Start of Block
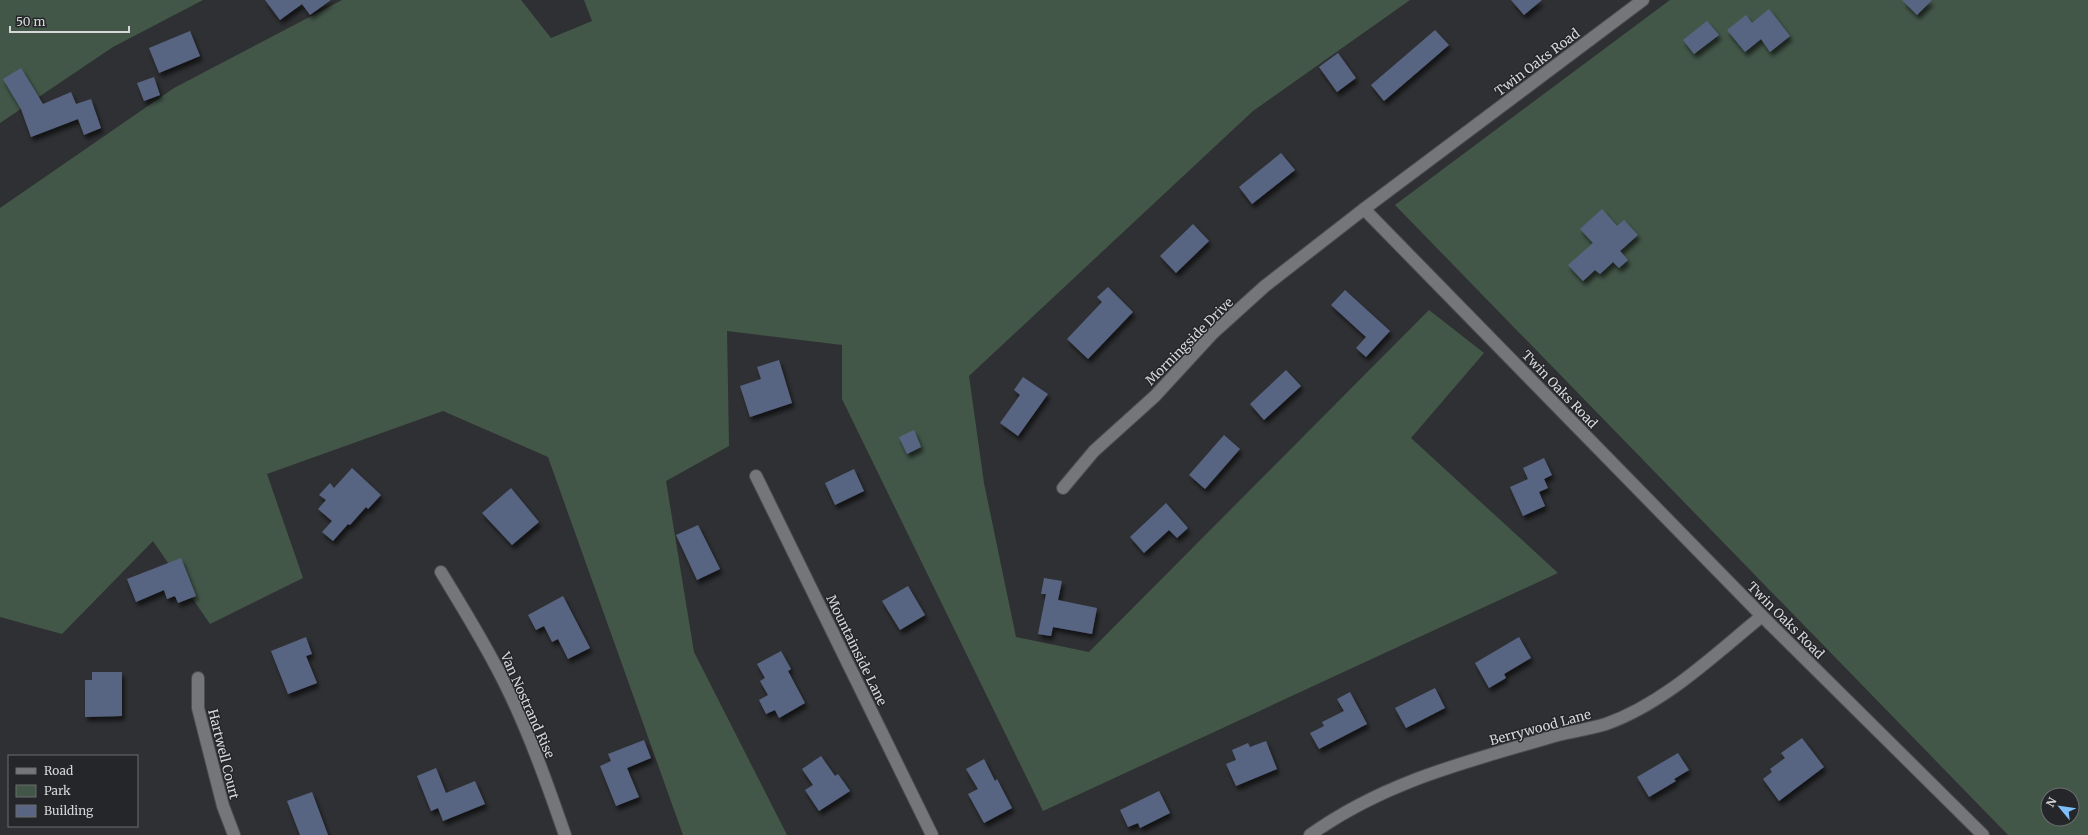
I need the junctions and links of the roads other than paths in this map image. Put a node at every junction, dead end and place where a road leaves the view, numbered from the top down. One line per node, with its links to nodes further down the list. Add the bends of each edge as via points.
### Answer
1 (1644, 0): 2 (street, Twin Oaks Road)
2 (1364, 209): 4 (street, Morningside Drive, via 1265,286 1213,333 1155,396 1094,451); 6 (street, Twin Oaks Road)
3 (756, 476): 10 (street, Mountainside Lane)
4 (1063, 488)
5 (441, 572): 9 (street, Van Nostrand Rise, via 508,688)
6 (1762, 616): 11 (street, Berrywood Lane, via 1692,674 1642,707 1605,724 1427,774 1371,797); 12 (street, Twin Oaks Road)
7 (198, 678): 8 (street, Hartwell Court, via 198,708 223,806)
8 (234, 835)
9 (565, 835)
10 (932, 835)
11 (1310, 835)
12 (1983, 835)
End of Block
## WORK INSTRUCTIONS
No picture belongs in the copy. Print every entry above exactly as it stands.

## WRITTEN REPLY
I need the junctions and links of the roads other than paths in this map image. Put a node at every junction, dead end and place where a road leaves the view, numbered from the top down. One line per node, with its links to nodes further down the list. Add the bends of each edge as via points.
### Answer
1 (1644, 0): 2 (street, Twin Oaks Road)
2 (1364, 209): 4 (street, Morningside Drive, via 1265,286 1213,333 1155,396 1094,451); 6 (street, Twin Oaks Road)
3 (756, 476): 10 (street, Mountainside Lane)
4 (1063, 488)
5 (441, 572): 9 (street, Van Nostrand Rise, via 508,688)
6 (1762, 616): 11 (street, Berrywood Lane, via 1692,674 1642,707 1605,724 1427,774 1371,797); 12 (street, Twin Oaks Road)
7 (198, 678): 8 (street, Hartwell Court, via 198,708 223,806)
8 (234, 835)
9 (565, 835)
10 (932, 835)
11 (1310, 835)
12 (1983, 835)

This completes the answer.